• **EXERCISE DIRECTIONS**: Could you filter the data below down to the lines that hold the word "Yaesu"?

• **RECORDS FOR THE EXERCISE**:

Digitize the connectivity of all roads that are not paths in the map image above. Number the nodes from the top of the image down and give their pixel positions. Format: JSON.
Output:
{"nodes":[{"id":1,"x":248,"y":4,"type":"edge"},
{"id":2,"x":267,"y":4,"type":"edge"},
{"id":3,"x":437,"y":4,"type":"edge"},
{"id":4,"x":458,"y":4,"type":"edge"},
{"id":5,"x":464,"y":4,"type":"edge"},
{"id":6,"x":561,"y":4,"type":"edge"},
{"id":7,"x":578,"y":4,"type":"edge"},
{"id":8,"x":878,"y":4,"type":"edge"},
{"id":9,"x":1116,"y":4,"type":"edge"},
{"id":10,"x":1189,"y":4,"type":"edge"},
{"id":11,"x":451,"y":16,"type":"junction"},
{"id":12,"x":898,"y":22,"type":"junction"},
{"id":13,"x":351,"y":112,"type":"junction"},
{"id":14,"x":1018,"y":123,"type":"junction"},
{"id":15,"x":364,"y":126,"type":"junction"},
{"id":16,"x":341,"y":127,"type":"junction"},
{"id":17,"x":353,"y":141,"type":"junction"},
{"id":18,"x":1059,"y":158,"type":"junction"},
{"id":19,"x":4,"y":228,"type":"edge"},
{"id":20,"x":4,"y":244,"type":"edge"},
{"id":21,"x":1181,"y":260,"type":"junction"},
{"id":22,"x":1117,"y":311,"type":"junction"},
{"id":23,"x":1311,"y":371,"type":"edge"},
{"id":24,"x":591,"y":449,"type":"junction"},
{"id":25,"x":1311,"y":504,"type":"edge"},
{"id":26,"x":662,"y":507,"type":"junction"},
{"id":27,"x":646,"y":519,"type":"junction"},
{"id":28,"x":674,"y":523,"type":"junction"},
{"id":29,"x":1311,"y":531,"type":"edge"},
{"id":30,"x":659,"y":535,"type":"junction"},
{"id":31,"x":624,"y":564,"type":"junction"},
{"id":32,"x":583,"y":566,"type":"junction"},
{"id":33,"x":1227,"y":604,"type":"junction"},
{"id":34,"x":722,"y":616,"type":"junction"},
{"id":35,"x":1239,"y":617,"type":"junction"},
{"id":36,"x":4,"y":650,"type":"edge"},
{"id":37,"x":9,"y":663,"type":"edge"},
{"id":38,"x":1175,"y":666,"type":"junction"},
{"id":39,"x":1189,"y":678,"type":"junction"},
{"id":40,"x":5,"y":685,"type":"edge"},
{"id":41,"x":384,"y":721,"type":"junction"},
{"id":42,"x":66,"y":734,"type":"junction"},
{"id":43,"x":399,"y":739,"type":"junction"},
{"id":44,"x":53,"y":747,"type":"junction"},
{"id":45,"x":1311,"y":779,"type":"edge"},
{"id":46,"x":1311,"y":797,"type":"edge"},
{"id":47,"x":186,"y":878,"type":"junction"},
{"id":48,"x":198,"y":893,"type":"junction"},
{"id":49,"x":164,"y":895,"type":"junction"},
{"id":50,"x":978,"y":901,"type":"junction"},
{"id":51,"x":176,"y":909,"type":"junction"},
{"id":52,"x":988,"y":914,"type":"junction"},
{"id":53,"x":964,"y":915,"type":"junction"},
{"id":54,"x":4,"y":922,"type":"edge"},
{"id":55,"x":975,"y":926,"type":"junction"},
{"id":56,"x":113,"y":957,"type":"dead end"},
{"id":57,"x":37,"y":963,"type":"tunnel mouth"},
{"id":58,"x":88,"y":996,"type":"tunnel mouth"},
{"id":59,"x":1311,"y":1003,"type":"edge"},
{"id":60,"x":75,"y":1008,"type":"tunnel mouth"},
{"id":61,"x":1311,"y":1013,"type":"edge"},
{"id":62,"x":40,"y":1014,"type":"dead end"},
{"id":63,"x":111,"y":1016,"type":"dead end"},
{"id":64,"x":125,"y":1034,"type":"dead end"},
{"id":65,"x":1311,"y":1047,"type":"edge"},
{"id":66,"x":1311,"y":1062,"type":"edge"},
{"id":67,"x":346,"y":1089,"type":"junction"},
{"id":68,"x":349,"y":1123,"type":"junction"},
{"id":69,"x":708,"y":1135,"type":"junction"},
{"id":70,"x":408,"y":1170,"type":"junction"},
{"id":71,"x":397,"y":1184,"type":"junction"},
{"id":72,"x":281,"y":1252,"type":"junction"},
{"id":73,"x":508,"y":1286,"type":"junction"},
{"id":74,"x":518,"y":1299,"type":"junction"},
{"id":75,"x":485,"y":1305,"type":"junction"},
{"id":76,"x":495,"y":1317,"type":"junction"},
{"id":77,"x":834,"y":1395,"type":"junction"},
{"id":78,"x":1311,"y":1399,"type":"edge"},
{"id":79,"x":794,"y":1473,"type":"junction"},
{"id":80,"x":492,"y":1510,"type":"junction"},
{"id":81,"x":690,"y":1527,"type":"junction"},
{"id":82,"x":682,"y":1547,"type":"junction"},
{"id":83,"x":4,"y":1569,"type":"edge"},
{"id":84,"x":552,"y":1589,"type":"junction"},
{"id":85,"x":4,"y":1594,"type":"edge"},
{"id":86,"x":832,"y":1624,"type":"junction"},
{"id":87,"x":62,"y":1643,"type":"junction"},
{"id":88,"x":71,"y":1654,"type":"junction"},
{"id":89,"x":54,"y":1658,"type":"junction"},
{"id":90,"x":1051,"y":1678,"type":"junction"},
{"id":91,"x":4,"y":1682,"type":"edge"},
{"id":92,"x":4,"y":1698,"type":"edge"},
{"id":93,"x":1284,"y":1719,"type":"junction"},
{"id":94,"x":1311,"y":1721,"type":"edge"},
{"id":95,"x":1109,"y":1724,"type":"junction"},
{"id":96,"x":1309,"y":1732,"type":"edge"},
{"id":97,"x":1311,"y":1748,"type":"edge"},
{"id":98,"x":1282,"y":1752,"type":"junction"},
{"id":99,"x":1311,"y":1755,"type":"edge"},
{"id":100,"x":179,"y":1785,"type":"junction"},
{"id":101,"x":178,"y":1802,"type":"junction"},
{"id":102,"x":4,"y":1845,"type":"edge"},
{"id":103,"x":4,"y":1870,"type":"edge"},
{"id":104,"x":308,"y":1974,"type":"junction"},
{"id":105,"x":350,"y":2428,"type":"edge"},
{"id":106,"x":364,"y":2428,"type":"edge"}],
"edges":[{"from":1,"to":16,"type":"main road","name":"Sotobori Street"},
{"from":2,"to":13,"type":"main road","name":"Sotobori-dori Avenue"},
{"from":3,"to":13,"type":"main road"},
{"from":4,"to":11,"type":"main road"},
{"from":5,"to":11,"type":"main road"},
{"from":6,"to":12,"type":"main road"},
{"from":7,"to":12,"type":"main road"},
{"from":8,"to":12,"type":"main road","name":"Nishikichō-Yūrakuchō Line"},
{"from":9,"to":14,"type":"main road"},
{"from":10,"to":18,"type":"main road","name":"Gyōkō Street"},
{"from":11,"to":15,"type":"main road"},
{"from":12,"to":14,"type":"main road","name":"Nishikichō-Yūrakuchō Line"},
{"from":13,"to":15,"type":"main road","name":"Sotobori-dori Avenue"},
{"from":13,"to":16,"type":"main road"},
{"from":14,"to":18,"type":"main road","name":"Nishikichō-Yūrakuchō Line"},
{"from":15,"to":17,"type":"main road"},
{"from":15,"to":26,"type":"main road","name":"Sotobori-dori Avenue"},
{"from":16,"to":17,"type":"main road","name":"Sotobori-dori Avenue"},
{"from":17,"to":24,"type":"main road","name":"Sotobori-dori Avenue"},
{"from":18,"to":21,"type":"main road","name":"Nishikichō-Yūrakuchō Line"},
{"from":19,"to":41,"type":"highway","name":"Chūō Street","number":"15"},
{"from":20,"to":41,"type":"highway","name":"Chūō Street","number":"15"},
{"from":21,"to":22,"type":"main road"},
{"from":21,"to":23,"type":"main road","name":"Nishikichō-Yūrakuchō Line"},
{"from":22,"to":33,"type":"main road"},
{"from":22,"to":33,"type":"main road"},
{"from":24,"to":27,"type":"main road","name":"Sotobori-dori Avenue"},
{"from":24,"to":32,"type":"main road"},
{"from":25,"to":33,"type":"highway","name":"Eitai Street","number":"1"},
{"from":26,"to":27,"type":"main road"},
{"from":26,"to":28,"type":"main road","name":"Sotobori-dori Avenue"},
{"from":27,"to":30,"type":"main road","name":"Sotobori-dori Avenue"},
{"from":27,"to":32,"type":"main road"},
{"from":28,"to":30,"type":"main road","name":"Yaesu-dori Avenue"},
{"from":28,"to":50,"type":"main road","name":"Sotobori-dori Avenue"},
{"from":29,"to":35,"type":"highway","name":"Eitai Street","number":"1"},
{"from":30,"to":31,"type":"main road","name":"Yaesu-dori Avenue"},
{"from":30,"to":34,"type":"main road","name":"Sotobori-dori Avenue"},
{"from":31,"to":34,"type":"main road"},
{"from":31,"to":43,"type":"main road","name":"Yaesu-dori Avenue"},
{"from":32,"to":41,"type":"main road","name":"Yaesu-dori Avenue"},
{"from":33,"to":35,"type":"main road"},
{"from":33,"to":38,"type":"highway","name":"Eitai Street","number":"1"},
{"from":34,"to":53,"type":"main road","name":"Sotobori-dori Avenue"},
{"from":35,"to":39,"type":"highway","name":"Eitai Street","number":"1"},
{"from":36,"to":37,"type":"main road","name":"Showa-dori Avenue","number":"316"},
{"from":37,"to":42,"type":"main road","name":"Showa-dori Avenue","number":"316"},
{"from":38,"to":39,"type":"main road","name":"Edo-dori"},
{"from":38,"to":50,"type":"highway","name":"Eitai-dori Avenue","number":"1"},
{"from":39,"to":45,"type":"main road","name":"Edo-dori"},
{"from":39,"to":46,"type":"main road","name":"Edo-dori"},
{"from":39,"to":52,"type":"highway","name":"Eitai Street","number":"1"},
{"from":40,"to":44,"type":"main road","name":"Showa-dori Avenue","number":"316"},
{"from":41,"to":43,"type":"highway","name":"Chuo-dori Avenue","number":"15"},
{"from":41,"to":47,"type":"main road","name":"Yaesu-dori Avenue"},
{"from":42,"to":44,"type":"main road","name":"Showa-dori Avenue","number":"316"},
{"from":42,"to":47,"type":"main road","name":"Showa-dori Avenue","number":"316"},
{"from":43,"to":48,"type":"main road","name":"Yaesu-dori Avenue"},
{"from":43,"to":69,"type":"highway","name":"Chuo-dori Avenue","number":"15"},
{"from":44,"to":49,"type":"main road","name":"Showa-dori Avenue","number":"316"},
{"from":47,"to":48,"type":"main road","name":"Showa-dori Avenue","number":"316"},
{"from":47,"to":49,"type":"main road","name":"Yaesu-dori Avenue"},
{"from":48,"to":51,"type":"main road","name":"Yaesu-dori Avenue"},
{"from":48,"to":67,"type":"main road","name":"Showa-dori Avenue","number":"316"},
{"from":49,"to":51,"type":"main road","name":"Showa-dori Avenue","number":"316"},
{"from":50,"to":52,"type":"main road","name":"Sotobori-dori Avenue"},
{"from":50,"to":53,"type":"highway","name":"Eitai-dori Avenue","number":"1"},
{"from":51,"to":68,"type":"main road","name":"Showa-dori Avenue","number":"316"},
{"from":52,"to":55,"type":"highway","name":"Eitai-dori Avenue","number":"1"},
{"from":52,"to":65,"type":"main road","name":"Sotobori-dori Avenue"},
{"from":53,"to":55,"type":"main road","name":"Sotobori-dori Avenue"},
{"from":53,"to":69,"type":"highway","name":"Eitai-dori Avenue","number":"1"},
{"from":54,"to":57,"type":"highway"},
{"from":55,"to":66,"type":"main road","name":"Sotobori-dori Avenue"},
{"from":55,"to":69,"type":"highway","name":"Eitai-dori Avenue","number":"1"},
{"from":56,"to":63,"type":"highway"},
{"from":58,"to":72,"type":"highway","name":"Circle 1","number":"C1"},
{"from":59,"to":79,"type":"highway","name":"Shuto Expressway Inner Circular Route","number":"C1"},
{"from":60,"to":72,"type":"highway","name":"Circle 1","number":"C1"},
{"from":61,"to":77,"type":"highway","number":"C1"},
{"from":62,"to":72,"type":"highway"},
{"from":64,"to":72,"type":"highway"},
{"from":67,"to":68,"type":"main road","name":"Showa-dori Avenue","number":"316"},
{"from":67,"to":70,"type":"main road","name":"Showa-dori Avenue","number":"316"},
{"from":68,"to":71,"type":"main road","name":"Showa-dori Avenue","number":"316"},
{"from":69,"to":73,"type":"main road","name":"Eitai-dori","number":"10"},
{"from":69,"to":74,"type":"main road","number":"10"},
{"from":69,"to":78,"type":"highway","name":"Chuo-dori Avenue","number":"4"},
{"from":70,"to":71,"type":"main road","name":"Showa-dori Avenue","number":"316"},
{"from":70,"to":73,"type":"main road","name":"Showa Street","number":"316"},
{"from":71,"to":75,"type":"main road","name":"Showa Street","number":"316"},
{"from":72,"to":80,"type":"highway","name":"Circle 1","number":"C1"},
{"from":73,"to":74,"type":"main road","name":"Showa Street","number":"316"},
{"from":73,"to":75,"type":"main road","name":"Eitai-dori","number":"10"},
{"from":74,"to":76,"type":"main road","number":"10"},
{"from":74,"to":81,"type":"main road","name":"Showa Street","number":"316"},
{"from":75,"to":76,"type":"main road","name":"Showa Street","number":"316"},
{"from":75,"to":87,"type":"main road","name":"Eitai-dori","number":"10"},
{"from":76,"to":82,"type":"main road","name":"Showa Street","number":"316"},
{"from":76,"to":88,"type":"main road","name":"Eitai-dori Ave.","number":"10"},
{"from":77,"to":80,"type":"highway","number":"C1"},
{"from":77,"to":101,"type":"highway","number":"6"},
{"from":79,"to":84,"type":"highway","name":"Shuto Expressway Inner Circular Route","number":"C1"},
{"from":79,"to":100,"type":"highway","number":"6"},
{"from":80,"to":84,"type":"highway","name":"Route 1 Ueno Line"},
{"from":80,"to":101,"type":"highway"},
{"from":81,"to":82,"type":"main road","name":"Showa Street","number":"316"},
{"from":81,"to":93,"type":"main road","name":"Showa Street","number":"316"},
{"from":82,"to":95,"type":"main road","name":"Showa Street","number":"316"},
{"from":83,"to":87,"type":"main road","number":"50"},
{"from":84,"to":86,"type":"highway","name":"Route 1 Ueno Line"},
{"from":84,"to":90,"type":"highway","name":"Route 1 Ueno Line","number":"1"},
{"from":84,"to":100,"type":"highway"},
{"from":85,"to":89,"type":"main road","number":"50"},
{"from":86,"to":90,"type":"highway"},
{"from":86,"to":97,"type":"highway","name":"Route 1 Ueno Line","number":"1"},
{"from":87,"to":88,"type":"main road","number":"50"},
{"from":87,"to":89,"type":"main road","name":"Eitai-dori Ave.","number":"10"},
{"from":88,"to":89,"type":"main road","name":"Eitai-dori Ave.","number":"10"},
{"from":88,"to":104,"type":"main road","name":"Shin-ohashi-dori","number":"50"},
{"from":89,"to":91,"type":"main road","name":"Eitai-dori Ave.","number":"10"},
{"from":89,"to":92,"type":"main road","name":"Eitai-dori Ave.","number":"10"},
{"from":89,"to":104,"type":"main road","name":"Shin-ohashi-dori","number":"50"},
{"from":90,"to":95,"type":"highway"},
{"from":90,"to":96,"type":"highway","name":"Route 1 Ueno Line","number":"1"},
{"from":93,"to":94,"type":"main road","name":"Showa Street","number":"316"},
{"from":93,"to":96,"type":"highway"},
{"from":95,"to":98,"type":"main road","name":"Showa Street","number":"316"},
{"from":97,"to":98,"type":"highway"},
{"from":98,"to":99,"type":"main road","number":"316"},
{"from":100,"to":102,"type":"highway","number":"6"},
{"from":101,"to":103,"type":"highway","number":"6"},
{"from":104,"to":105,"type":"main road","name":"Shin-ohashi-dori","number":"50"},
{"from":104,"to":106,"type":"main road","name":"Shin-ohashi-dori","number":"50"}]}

• **RESULT OF THE TASK**:
{"from":28,"to":30,"type":"main road","name":"Yaesu-dori Avenue"},
{"from":30,"to":31,"type":"main road","name":"Yaesu-dori Avenue"},
{"from":31,"to":43,"type":"main road","name":"Yaesu-dori Avenue"},
{"from":32,"to":41,"type":"main road","name":"Yaesu-dori Avenue"},
{"from":41,"to":47,"type":"main road","name":"Yaesu-dori Avenue"},
{"from":43,"to":48,"type":"main road","name":"Yaesu-dori Avenue"},
{"from":47,"to":49,"type":"main road","name":"Yaesu-dori Avenue"},
{"from":48,"to":51,"type":"main road","name":"Yaesu-dori Avenue"},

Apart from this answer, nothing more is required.